Quarta-feira, Janeiro 25, 2006

by bruno

Esta é velha, mas é boa. Não consigo tirar minhas lentes sem me lembrar disto: "Ju, você é a única mulher que eu conheço que não fica parecendo mais inteligente de óculos. Fica assim, tão bonitinha, que no máximo parece a Sandra Bullock fazendo papel de mocinha intelectual." Aliás, eu nunca vi isso. Alguém já viu?

postado por: juli morré 2:28 PM

Passo a bola:


Hoje, no centro, o termômetro marcava 38ºC. Imagine isso para quem já tem labaredas na cabeça.

postado por: juli morré 2:21 PM

Passo a bola:


Segunda-feira, Janeiro 23, 2006

urubuir

Hoje, meu pensamento está voando em alturas de avião não ir.

postado por: juli morré 12:16 PM

Passo a bola:


Domingo, Janeiro 22, 2006

Eu acredito em inferno astral.

postado por: juli morré 5:15 PM

Passo a bola:


Sábado, Janeiro 21, 2006

A menina havia esperado dezenove dias por aquele momento. E esses dezenove dias podiam ser vinte e sete anos. Ele estava viajando enquanto ela arrancava os fios de cabelo, um a um, e colecionava, além de saudades, palavras que nasciam na tela do computador, no visor do celular, nas páginas soltas dos cadernos.Enquanto perdia a linha, ia tecendo várias histórias que nunca aconteceriam, ia bordando viagens que não fariam e cerzindo um sem-fim que acabaria logo logo. Sem sereias, marinheiros encantados, casa em Olinda, Paraty, licor de cajá, lembranças no meio da noite, avisos repentinos, e você é linda ao pé do ouvido. Ela não queria saber que seria assim. Ela queria que não fosse, aliás, queria era que tudo bem fosse. Se no começo ela teve medo de se entregar, agora ela tinha medo de perdê-lo. Será que já haviam se perdido?

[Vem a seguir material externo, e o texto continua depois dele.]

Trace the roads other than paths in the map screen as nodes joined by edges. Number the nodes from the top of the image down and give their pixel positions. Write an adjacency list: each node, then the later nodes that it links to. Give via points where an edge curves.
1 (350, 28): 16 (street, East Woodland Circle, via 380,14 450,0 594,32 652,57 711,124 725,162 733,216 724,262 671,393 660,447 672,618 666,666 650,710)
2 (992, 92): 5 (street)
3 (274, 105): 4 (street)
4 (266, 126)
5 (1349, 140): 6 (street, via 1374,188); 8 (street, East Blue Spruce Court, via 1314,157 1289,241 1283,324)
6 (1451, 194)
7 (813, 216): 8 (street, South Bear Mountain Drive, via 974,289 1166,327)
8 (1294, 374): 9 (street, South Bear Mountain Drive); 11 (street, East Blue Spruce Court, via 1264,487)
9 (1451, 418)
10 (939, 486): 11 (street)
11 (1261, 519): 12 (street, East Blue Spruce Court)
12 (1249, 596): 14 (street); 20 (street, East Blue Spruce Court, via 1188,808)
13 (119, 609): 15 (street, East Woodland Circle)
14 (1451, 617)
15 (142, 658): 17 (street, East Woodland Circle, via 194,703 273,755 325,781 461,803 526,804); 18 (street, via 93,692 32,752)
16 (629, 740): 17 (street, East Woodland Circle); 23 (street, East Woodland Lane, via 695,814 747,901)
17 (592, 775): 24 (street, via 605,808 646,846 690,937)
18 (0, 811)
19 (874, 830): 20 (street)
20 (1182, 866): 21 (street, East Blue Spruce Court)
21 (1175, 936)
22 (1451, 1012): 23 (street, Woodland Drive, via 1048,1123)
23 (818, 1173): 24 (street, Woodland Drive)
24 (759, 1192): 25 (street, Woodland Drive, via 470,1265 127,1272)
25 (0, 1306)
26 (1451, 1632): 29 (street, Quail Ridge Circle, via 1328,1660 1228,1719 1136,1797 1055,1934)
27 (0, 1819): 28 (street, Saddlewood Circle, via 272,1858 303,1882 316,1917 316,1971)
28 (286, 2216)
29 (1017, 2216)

postado por: juli morré 9:32 AM

Passo a bola:


Sexta-feira, Janeiro 20, 2006

Ninguém pode dar para alguém aquilo que não tem.

postado por: juli morré 7:25 PM

Passo a bola:


Quarta-feira, Janeiro 18, 2006

É, estamos em 2006. Demorei para escrever aqui porque na verdade as coisas ainda estão se acomodando dentro de mim, como se eu acabasse de passar por um terremoto. 2005 foi muito importante, marcado por decisões, escolhas, sofrimentos, momentos de extrema alegria e aprendizagem. O ano de 2006 será mais importante ainda, tenho certeza, porque já começou na realização de um grande sonho. Saí do colégio, voltei a estudar. A professora, agora, quer cozinhar. Na primeira semana de janeiro começou o meu curso de cozinheira na SENAC, e de repente eu me vejo de novo muito feliz! Não conseguia mais imaginar minha vida como estava, eu não mais me via. Eu era um poço repleto de anseios dos outros e com um balde de saudade de me ser. Minha alma, parecia, estava dando eco. Oca. Às vezes acontece isso, e eu fico com preguiça, vou perdendo a alegria, perdendo um quê que tenho nos olhos que não sei descrever, mas que é meu e eu bem sei quando está lá. Olho no espelho, pisco algumas vezes, e vejo no brilho do olhar as viagens que não fiz, as pessoas que quero fazer felizes, os pequenos caprichos do dia-a-dia, os presentes ainda na idéia, as surpresas por viver. Quase sinto um cheiro de lembrança, de comida ainda quente na panela, um abraço apertado de costas, um beijo de leve na boca. Sei que ainda falta alguma coisa ser inteira, alguma coisa ser completa. Mas também sei que talvez isso esteja mais próximo do que eu possa imaginar. Um brinde ao futuro, e a tudo aquilo que eu quiser fazer dele!